Neither Camera nor Companion is an exhibition by Mark Soo with a selection of new works that include photo, video and object-based works.
Soo's work often engages specific moments of culture and history, and their interdependence on notions of perception, technology, and modes of representation. Concerned with ongoing changes in photography and the circulation of images, Soo explores new themes in the series 'Madame Guillotine'. These works depict historical reproductions from the French Revolution, such as coloured etchings and lithographs, which have been re-photographed from library books with a mobile phone then enlarged in a darkroom. During printing, Soo further creates a photogram on the surface, thereby juxtaposing photographic histories that date from its earliest moments to that of its contemporary use. Co-existing as a single exposure, each work is a compression of multiple modes of fidelity, material, and metaphor that oscillate between the etching and the printed page, the indexical and the virtual, and a collective understanding of public images to the limits of a single photo. Reflecting this transition between regimes of image production are elements of the profound changes that transformed the monarchy of the Ancient Régime to the uncertain modernities of a new republic.

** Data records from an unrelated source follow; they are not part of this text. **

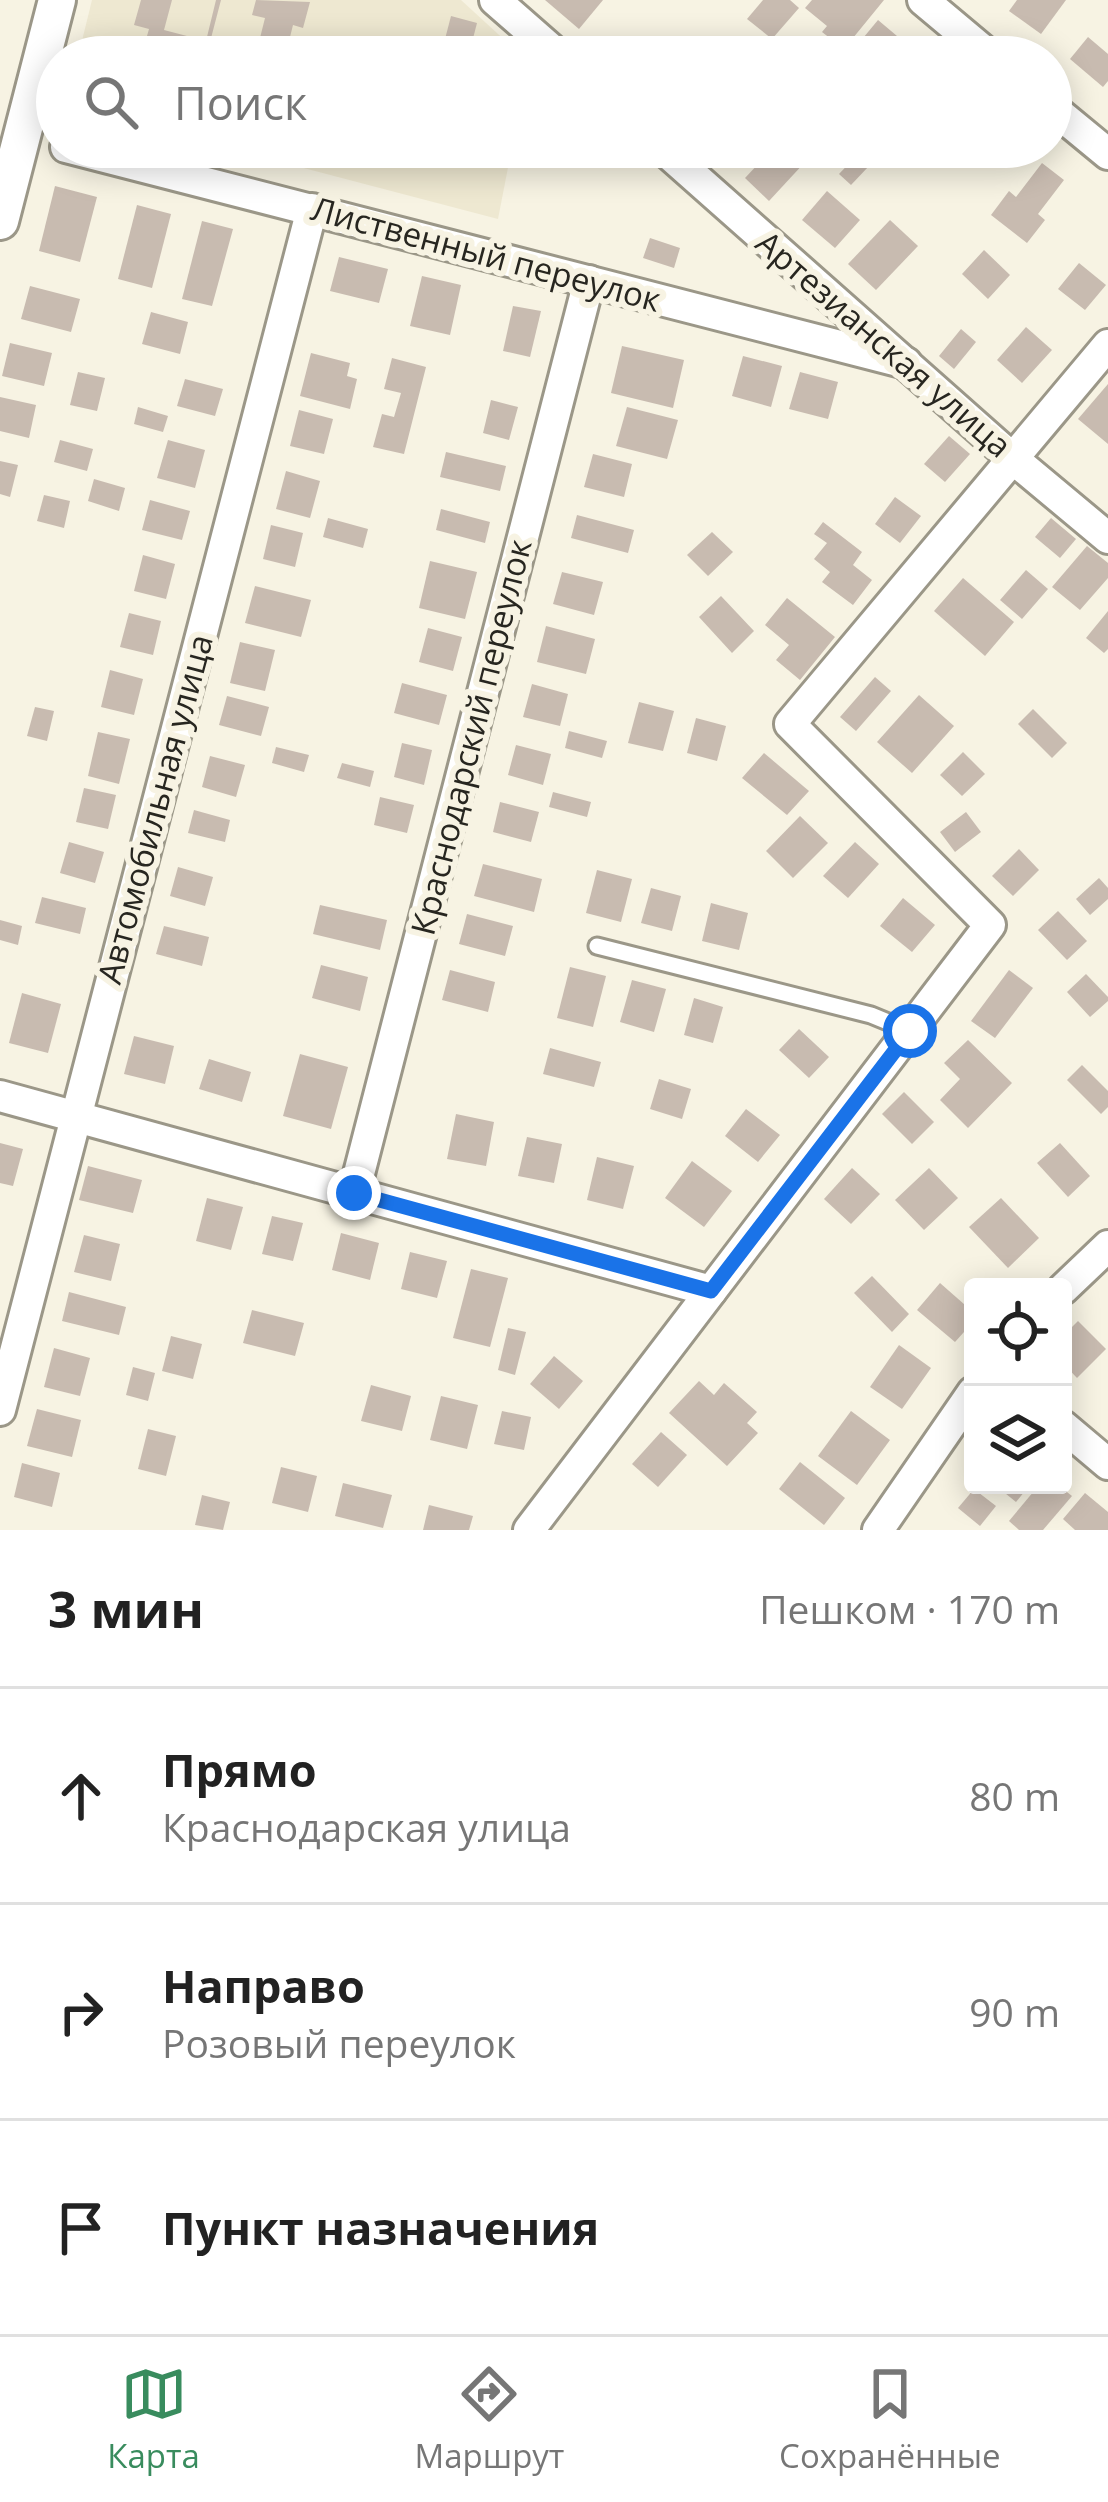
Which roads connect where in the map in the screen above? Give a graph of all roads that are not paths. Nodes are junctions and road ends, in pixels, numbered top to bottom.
1 (57, 0) edge
2 (495, 0) edge
3 (923, 0) edge
4 (49, 36) edge
5 (536, 36) edge
6 (967, 36) edge
7 (36, 96) edge
8 (1072, 124) edge
9 (27, 137) edge
10 (1108, 154) edge
11 (149, 168) edge
12 (686, 168) edge
13 (312, 209) junction
14 (0, 221) edge
15 (589, 281) junction
16 (1108, 345) edge
17 (906, 363) junction
18 (1011, 457) junction
19 (1108, 538) edge
20 (596, 946) dead end
21 (910, 1031) junction
22 (0, 1096) edge
23 (74, 1117) junction
24 (354, 1193) junction
25 (1108, 1246) edge
26 (1072, 1280) edge
27 (711, 1291) junction
28 (964, 1406) edge
29 (0, 1410) edge
30 (1072, 1434) edge
31 (1108, 1464) edge
32 (529, 1530) edge
33 (878, 1530) edge

1 - 4 street
2 - 5 street
3 - 6 street
7 - 9 street
8 - 10 street
9 - 14 street
11 - 13 street, Лиственный переулок
12 - 17 street, Артезианская улица
13 - 15 street, Лиственный переулок
13 - 23 street, Автомобильная улица
15 - 17 street, Лиственный переулок
15 - 24 street, Краснодарский переулок
16 - 18 street
17 - 18 street, Артезианская улица
18 - 19 street, Артезианская улица
18 - 21 street
20 - 21 lane
21 - 27 street
22 - 23 street
23 - 24 street
23 - 29 street, Автомобильная улица
24 - 27 street
25 - 26 street
27 - 32 street
28 - 33 street
30 - 31 street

An accompanying video mediates upon the history of the guillotine, and creates a distorted exploration of image and sound, language and colour. Depicting three superimposed videos of a figure chopping garden vegetables, each video corresponds respectively to the red, green, and blue hues of additive colour mixing. On screen, colours are split and unstable, revealing a subject and image in the process of continual re-assembly and transition. An unsynced voiceover, culled from found text and digitally warped, muses anecdotally about the 'final cut' and the relationship between the human body and its mind.
Also on view are a series of clock-based sculptures, which juxtapose two notions of temporality. In these works, institutional time-pieces have been altered so that the face of the clock physically rotates backwards at the same pace as the second hand, effectively suspending the perception of forward movement. Wrapped around the casing of the clocks are images featuring the aggressive graphics of energy drinks commonly found in convenience stores. Marketed as an energy stimulant, these drinks are consumed, in some senses, to sustain, extend or intensify the present tense.
Since graduating from the Emily Carr Institute of Art and Design in 2001, Soo has exhibited at venues including the Vancouver Art Gallery, Vancouver; Morris and Helen Belkin Gallery, Vancouver; the Charles H. Scott Gallery, Vancouver; Or Gallery, Vancouver; Galeria Luisa Strina, Sao Paulo; Western Bridge, Seattle; Galerie Wilfried Lentz, Rotterdam; CCA Wattis Institute for Contemporary Art, San Francisco; Nasher Museum at Duke University, Durham; Museum van Hedendaagse Kunst Antwerpen, Antwerp; Johann Kőnig, Berlin; and Marian Goodman Gallery, Paris. In 2011, Soo completed the Kunstlerhause Bethanien, an artist residency in Berlin which acts in partnership with The Canada Council for the Arts. Soo was the recipient of the Shadbolt Foundation VIVA Awards in 2009.
Image: Mark Soo, Cuttings, 2012, Video still, Digital video (5min)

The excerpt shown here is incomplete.